The landing into Paro airport was as equally impressive as the plane had to deftly manoeuvre between the steep-sided mountains onto the valley floor. Certainly not a landing for the faint-hearted, but a great experience nevertheless.
Bhutan is such an interesting destination, it is difficult to know where to start: Until the 1960’s it had no roads, automobiles, telephone, postal system or electricity, and the first foreign tourists were not allowed in until 1974. It is regarded as one of the most isolated nations in the world and rather than using GDP as an economic index, Bhutan measures its overall “health” through Gross National Happiness or GNH.
The government is very keen to preserve local customs & traditions. Consequently one of the most distinctive features of the Bhutanese is their traditional dress. Men wear the Gho, a knee-length robe somewhat resembling a kimono tied at the waist
and women wear the Kira, a long, ankle-length dress accompanied by a light outer jacket.
Although our first day included visiting various fortresses and monasteries, it was the sheer natural beauty of the surrounding forested Himalayan foothills that was breathtaking. Due to the lack of modern development the whole area is simply beautiful. One of the day's highlights was being blessed by a monk with holy water at Rinpung Dzong (one of Bhutan's most well-known Buddhist monasteries).
After a couple of days acclimatising we set off for the Chelela Pass, which at 3,998 metres above sea level was to be the highest point of our trip.
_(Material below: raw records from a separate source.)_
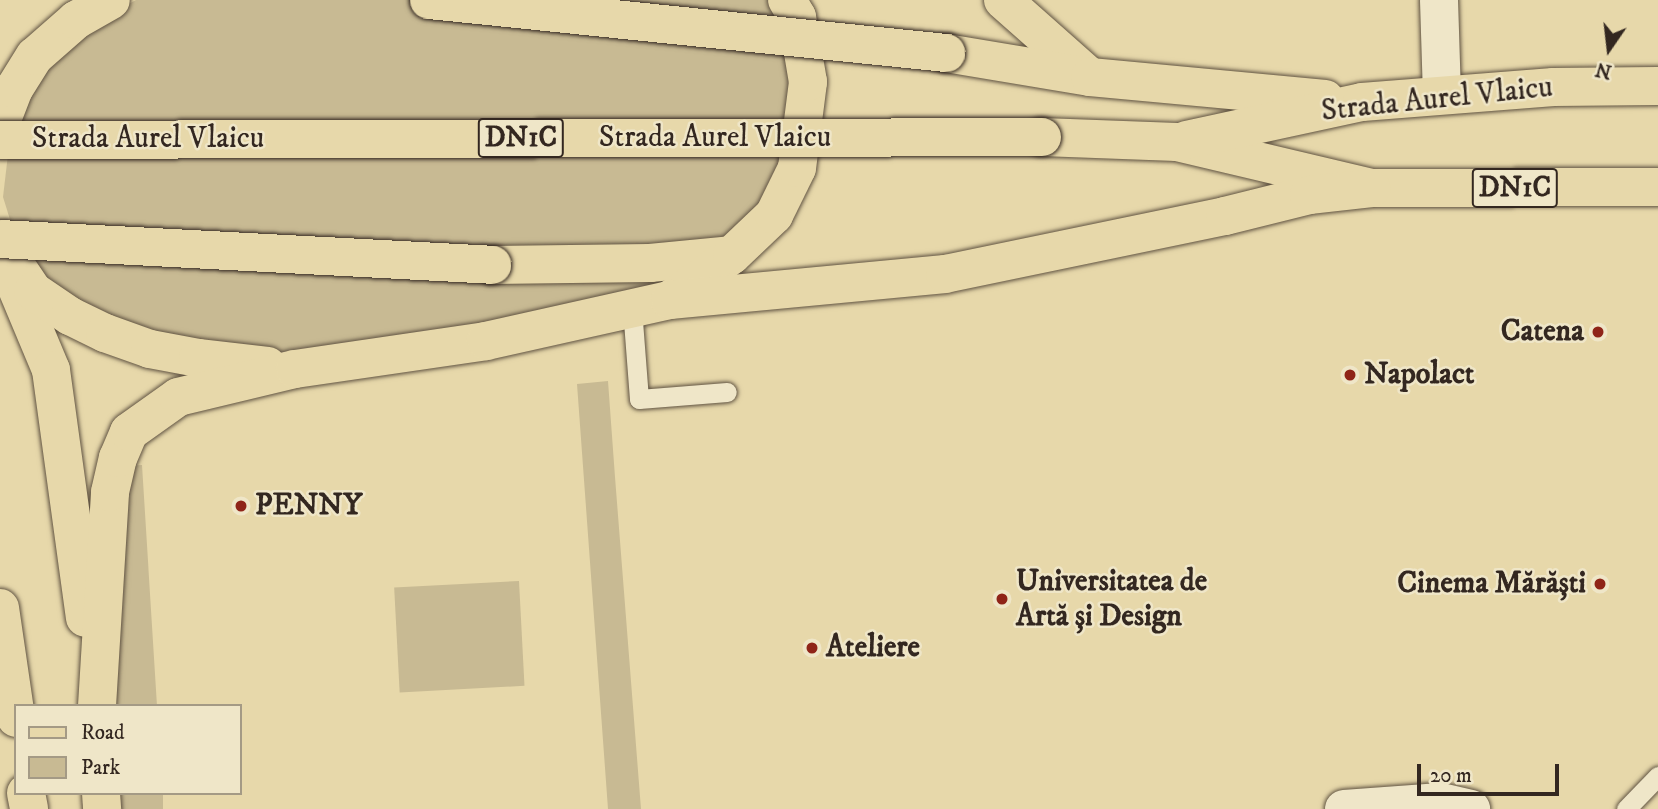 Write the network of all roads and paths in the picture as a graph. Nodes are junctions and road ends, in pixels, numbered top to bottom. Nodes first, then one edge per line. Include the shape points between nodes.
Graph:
1 (111, 0) edge
2 (429, 0) edge
3 (786, 0) edge
4 (1003, 0) edge
5 (1439, 0) edge
6 (1090, 77) junction
7 (1658, 86) edge
8 (1442, 95) junction
9 (1362, 102) junction
10 (0, 125) edge
11 (0, 140) edge
12 (1178, 142) junction
13 (1658, 187) edge
14 (1372, 188) junction
15 (0, 230) edge
16 (0, 239) edge
17 (0, 248) edge
18 (732, 255) junction
19 (670, 300) junction
20 (632, 309) junction
21 (295, 369) junction
22 (727, 392) dead end
23 (0, 608) edge
24 (14, 704) edge
25 (97, 704) edge
26 (97, 704) edge
27 (1658, 776) edge
28 (1344, 809) edge
29 (1471, 809) edge
30 (1626, 809) edge

1 - 10 main road via 76,20 36,57 14,89
2 - 6 main road, bridge via 946,53
3 - 18 main road via 797,18 808,82 797,168 774,215
4 - 6 main road
5 - 8 street
6 - 9 main road
7 - 8 main road, Strada Aurel Vlaicu / DN1C via 1553,86
8 - 9 main road, Strada Aurel Vlaicu / DN1C
9 - 12 main road, Strada Aurel Vlaicu / DN1C
11 - 12 main road, Strada Aurel Vlaicu / DN1C, bridge via 1042,137
12 - 14 main road, Strada Aurel Vlaicu / DN1C
13 - 14 main road, Strada Aurel Vlaicu / DN1C
14 - 19 main road via 1309,195 945,274
15 - 21 main road via 7,253 33,291 69,316 150,349
16 - 18 main road, bridge via 492,265 650,263
17 - 26 main road via 51,370
18 - 19 main road
19 - 20 main road
20 - 21 main road via 485,341
20 - 22 lane via 639,398
21 - 25 main road via 178,397 129,432 110,492
23 - 24 main road
27 - 30 lane
28 - 29 street via 1441,802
It was quite a challenging hike due to the high altitude, but we were rewarded by magnificent views and on our way we visited the Kila Gompa – a nunnery perched on a steep cliff face at 3,500 metres. At the top of the pass we were greeted with the sight of thousands & thousands of prayer flags. Afterwards we had a fantastic al fresco lunch on the side of the mountain – our hotel had sent a van with rice & various curries, and we were served by our wonderful waiters
while we admired the scenery.
During our stay in the Haa Valley we had a 10km walk along the banks of the Haa river and witnessed everyday village life. It was a fascinating insight into Bhutanese society. We happened to stumble upon a group of lads playing darts (Bhutanese style) in a field, and they asked us if we would like to have a go. It was so different to what we expected: the actual darts are about 3 or 4 times as large as normal, the throwing distance was 33 metres, and the target area was about 12''x6''. Needless to say we were all rubbish!
After 3 days in the idyllic countryside it was quite a culture shock to arrive at the capital, Thimpu. With a population of over 100,000 it was a complete contrast to the small towns & villages we had visited – we were very happy we only had two days there. However, whilst there we did manage to have a commemorative set of Bhutanese stamps produced with our picture on it – how crazy is that?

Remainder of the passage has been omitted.